Resta un’incognita il futuro dell‘ex Ilva, oggi Acciaierie d’Italia in Amministrazione Straordinaria. Oggi il tavolo urgente di confronto tra le parti, a Palazzo Chigi.
Incognita sul futuro dell’ex Ilva
Un tavolo tecnico, al ministero del Lavoro, a partire da martedì prossimo per cercare di dipanare le sorti a tinte fosche dell’ex Ilva.
Ieri il terremoto provocato dal decreto della Corte d’Appello di Milano sulla chiusura dell’area a caldo dello stabilimento di Taranto per motivi di salute pubblica: una sentenza esecutiva, che non si può impugnare e va applicata entro 90 giorni.
Uno scossone arrivato a poche ore dalla convocazione a Palazzo Chigi del vertice di confronto in programma per oggi tra governo, commissari straordinari e organizzazioni sindacali per discutere la gestione – in termini di difesa della produzione industriale – dell’ormai famosa area a caldo, che ha mandato tutto a soqquadro.
Il governo ha specificato – tramite il sottosegretario Mantovano – che “nessuno del Governo farà polemica con l’autorità giudiziaria, ma certo leggere qualcuno di quelli che hanno fatto ricorso dire ‘abbiamo fatto ‘scacco matto’ stona, perché questo non è un gioco, non è una partita a scacchi quella che oggi interessa i lavoratori e le aziende”. Va anche detto che, per rimuovere l’amianto e le polveri sottili, i tecnici stimano una durata di almeno 9 mesi.
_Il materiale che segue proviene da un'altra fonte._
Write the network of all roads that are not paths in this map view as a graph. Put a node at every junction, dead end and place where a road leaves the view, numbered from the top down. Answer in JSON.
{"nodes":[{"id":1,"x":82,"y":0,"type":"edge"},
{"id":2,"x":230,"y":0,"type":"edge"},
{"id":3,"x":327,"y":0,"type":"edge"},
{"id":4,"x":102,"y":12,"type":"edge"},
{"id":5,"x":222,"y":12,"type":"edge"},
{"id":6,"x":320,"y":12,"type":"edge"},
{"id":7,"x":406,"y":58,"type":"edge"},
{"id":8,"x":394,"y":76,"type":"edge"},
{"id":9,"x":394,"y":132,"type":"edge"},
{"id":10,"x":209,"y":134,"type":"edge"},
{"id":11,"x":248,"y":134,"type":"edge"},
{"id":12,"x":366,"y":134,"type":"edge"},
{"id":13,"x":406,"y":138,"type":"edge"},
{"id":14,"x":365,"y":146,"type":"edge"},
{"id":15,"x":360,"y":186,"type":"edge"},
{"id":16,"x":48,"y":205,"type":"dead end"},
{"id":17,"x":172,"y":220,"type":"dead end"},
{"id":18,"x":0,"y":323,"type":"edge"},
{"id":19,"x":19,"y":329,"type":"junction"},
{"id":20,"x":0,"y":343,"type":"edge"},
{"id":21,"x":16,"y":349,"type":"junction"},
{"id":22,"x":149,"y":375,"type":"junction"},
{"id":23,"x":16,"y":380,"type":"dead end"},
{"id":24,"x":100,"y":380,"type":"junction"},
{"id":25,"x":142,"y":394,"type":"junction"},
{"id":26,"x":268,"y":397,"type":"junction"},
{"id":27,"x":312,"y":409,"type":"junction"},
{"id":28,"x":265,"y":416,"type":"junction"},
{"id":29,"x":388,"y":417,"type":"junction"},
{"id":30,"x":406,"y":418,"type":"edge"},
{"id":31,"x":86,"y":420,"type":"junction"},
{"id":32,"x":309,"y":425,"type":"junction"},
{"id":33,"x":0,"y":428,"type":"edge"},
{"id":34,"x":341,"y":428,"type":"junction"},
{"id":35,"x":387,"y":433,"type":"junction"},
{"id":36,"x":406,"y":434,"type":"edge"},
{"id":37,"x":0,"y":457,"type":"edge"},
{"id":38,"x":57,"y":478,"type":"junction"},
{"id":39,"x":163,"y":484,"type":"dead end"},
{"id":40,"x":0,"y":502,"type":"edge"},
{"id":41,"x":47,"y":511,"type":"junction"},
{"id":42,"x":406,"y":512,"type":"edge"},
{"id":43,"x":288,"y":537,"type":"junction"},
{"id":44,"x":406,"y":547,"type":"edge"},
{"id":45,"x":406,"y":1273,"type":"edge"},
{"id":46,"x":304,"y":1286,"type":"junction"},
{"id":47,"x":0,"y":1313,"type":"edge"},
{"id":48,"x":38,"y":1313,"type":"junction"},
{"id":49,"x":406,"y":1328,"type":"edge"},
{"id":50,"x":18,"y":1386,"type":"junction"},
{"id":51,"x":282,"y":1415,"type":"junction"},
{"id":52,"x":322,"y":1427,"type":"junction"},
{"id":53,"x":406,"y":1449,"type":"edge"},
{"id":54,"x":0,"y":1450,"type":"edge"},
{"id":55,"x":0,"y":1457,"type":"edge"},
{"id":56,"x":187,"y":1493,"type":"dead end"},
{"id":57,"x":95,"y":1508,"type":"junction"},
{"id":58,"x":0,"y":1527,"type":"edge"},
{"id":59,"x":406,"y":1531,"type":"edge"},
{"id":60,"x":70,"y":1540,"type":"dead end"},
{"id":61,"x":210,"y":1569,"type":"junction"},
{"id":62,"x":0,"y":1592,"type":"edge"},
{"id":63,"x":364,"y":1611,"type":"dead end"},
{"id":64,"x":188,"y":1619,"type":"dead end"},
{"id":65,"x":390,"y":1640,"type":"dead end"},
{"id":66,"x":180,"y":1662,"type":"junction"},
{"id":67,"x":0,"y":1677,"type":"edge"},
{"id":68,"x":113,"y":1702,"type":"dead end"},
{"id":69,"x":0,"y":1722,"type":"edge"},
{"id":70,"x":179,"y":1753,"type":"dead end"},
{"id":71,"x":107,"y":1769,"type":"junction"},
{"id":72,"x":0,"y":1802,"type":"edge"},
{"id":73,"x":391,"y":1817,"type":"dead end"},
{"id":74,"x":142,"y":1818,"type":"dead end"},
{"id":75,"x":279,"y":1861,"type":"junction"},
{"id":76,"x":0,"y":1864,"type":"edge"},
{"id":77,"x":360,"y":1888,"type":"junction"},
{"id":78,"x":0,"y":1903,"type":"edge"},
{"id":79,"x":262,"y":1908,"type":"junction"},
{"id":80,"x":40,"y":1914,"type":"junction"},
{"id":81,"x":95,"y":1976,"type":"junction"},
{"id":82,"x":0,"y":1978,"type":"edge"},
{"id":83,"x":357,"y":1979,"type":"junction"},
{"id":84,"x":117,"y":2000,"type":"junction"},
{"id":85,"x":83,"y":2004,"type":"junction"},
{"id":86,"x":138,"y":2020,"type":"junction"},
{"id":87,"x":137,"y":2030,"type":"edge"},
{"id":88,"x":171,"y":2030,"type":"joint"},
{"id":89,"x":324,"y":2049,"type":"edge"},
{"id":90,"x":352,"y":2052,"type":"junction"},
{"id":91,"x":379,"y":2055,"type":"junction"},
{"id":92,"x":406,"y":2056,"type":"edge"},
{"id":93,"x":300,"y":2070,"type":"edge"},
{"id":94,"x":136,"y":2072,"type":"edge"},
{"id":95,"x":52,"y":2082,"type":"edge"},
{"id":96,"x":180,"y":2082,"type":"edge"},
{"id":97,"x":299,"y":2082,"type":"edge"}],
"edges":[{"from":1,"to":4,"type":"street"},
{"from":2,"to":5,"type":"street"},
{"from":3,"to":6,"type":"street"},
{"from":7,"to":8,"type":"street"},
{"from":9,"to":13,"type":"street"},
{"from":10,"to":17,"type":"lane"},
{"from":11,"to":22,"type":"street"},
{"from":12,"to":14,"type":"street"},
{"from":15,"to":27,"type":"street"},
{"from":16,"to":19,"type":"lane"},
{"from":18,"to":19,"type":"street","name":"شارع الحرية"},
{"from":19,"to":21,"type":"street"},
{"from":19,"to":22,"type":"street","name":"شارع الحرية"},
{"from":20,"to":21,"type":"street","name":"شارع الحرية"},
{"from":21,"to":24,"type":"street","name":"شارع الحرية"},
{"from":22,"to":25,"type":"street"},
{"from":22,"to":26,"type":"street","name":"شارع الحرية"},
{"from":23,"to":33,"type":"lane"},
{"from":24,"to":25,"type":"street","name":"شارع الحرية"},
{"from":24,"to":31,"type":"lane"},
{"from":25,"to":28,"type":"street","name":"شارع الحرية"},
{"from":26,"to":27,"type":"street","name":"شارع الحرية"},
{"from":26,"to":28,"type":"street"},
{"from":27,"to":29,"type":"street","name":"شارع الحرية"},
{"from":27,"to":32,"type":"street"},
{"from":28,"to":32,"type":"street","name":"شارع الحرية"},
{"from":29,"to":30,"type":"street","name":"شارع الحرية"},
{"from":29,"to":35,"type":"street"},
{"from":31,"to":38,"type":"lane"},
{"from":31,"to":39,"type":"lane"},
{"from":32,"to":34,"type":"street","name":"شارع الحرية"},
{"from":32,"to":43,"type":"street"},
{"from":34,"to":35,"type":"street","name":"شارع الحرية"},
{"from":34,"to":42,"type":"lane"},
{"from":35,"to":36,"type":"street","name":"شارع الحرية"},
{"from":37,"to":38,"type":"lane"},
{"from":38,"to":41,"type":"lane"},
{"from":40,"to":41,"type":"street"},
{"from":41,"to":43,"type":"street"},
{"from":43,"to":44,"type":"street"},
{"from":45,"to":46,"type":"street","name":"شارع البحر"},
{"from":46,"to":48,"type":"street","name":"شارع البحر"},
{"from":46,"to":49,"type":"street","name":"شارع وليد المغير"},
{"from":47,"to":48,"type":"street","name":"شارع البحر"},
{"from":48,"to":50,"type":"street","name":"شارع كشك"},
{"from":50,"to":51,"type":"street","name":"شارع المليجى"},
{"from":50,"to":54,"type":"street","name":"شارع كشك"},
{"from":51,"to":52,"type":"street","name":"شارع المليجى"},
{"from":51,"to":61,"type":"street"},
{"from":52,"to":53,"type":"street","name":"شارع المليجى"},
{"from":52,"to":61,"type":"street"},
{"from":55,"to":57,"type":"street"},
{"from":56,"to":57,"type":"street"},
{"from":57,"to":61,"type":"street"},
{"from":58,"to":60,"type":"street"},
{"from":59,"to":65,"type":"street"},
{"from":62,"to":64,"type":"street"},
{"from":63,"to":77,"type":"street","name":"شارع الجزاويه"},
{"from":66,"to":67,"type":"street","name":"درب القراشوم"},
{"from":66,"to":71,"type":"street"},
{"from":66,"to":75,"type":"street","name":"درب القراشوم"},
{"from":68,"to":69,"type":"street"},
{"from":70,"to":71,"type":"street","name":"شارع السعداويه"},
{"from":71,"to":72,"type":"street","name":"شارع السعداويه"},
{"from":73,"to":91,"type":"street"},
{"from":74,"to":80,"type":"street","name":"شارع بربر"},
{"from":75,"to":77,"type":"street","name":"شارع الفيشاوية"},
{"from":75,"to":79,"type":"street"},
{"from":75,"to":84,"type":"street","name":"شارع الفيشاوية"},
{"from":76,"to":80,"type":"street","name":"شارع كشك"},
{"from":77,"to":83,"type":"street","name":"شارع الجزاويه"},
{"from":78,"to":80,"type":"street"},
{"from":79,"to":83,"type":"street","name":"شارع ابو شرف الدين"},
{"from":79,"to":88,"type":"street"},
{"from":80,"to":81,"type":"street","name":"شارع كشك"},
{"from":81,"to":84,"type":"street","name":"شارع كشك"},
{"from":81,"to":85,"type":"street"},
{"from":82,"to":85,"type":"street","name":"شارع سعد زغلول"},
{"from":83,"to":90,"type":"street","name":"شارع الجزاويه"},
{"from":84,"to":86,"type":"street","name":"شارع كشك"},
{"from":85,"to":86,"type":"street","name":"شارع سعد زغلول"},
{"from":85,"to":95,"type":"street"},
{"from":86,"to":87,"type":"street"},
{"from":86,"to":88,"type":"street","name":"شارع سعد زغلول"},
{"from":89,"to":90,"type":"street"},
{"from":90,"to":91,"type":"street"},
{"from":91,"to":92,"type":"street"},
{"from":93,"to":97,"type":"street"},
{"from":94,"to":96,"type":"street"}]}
Un’altra nota che stride con la potenziale riapertura dell’ex Ilva a Taranto, anche se il gruppo indiano Jindal Steel – l’unico rimasto ad oggi interessato all’acquisto del colosso siderurgico italiano – ha invece confermato il proprio impegno a portare avanti l’acquisizione del perimetro della ex Ilva di Taranto e Acciaierie d’Italia, inclusivo sia dell’area a freddo sia dell’area a caldo.
Resta grande la preoccupazione, mentre il Governo dichiara di voler garantire la continuità aziendale. Non basta. I rappresentanti sindacali di Fim, Fiom e Uilm hanno fatto sapere, al termine del tavolo, che proclameranno otto ore di sciopero in tutti gli stabilimenti e assemblee con le lavoratrici e i lavoratori.